The Internet in its early stages was a very technical interface, which most people had difficulty navigating through. But that all changed when the Mosaic web browser entered the scene in 1993.
Mosaic was one of the first “user-friendly” Internet portals – although by today’s standards, it was very difficult to access a browser. Relatively speaking, modern browsers with high usage now have changed dramatically. This James Eagle animation chronicles the development of the web browser market, showing the rise and fall of various internet portals from January 1994 to March 2022.

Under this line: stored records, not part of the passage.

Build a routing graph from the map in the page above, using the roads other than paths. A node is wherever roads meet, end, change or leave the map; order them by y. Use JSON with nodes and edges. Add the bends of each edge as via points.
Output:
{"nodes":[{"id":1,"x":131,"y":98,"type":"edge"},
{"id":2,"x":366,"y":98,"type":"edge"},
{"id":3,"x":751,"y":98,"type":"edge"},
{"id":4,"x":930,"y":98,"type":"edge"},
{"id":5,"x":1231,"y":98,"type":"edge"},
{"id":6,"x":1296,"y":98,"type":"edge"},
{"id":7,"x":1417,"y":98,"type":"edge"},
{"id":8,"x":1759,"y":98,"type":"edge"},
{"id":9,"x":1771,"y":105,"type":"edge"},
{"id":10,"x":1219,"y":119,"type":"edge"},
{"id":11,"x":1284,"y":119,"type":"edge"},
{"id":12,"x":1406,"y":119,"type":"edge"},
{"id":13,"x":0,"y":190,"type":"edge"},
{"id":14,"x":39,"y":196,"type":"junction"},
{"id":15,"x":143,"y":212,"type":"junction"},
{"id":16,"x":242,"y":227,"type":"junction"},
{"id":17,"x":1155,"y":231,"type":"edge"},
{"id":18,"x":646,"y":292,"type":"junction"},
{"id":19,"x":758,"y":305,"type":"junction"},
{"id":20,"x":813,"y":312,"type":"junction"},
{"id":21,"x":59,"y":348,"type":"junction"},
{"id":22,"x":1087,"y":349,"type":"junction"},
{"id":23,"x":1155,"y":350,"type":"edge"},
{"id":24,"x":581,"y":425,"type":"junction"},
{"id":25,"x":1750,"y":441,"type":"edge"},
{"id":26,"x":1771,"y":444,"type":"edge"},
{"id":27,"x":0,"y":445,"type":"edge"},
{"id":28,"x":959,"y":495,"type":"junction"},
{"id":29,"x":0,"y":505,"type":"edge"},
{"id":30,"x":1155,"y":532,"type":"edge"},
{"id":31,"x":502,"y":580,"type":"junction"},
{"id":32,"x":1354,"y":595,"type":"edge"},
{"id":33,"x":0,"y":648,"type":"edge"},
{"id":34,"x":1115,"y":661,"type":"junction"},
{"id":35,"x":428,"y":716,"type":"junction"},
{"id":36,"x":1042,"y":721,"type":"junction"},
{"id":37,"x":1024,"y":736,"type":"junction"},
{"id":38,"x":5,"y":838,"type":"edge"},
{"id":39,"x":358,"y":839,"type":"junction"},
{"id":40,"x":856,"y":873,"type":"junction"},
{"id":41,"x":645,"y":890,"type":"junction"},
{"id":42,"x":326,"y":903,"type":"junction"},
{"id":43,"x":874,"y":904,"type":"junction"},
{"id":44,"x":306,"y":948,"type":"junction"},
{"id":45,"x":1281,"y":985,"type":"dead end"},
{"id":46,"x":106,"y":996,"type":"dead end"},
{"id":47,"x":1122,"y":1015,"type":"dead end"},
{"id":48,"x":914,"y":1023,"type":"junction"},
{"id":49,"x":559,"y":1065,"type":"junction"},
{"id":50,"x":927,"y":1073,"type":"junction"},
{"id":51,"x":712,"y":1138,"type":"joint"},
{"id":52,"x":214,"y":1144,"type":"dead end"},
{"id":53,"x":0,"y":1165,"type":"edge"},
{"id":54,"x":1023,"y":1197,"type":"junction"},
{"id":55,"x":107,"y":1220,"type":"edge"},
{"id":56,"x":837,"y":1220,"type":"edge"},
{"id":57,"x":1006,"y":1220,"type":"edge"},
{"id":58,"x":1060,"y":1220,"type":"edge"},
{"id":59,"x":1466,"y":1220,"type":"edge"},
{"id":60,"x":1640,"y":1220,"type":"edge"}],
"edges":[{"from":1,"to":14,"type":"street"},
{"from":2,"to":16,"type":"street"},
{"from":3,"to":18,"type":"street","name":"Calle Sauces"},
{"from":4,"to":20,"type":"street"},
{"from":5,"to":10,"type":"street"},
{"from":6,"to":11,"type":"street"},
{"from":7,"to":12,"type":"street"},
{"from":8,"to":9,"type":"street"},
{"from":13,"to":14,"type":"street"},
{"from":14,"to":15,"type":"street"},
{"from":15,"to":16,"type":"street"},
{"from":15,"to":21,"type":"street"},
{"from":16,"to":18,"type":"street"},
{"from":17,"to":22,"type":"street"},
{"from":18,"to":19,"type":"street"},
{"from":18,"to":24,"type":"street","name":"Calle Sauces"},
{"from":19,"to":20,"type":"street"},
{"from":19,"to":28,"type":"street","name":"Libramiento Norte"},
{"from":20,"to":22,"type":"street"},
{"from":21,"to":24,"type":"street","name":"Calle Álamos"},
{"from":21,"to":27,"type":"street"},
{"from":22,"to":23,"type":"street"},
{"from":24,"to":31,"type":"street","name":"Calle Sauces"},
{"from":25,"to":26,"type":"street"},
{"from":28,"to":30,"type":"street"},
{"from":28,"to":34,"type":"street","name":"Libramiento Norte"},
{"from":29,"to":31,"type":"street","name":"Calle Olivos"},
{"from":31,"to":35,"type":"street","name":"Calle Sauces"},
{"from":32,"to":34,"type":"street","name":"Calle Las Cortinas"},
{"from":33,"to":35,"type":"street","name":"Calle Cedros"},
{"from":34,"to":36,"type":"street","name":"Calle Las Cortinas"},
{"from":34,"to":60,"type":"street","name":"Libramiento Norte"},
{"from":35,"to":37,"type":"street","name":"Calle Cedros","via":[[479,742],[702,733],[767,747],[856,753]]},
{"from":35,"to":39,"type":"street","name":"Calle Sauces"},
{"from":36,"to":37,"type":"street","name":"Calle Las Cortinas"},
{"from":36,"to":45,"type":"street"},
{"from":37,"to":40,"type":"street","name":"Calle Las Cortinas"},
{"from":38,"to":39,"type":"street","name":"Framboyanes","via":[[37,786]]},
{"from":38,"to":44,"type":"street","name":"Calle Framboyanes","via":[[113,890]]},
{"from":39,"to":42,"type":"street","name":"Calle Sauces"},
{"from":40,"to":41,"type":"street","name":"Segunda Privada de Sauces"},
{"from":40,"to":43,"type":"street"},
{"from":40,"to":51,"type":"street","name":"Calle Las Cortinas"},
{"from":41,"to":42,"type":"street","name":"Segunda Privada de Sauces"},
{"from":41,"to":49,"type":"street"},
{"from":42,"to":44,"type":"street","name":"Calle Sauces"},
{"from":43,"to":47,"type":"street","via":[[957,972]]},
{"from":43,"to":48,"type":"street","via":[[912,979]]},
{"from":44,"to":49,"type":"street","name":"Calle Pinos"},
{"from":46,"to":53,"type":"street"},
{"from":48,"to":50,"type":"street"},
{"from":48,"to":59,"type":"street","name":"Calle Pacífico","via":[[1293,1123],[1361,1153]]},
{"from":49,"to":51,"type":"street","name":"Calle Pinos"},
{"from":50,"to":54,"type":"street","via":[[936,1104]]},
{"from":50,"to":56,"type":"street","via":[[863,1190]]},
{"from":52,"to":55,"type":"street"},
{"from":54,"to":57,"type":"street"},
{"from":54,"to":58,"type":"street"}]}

From Mosaic to Netscape In the early 1990s, Mosaic was by far the most popular web browser. At that time, about 97% of all internet searches were done through this popular web portal. Internet Browser – Share Percentage (January 1994)
Browser displaying images
Mosaic was the first web browser to display images directly on a page aligned with text. Previous browsers loaded images as separate files, which meant that users had to click, download, and open a new file to view them.
The groundbreaking portal was created by a team of undergraduates at the University of Illinois, led by 21-year-old Mark Andreessen. When Andreessen graduated, he became the co-founder of Mosaic Communications Corporation, which evolved into Netscape Communications Corporation, the company that created Netscape Navigator.
Netscape was originally a new and improved version of Mosaic, but since the University of Illinois acquired the rights to Mosaic, the new Andreessen could not actually use any of the original code.
Netscape was an almost immediate success, and as a result, Mosaic’s market share began to decline. By the late 1990s, Netscape captured 89% of the web browser market.
Internet Browser – Share Percentage (April 1996)
Netscape dominated the market for a few more years. However, in the new millennium, a new technology giant began to take over Internet Explorer.
Netscape 89% 7% 4% Mosaic Internet Explorer Entering Internet Explorer In 1995, Microsoft released Internet Explorer as part of an add-on package for its operating system, Microsoft Windows 95.
Due to the popularity of the Windows franchise at the time, Internet Explorer was quickly adopted. By the early 2000s, it captured more than 90% of the market, reflecting Microsoft’s dominance of the personal computing market.
Internet Browser – Share Percentage (January 2000)
18% 77% Other Opera Netscape had mostly been exited from the market by that time, which meant that Internet Explorer didn’t have much competition until Mozilla entered the arena.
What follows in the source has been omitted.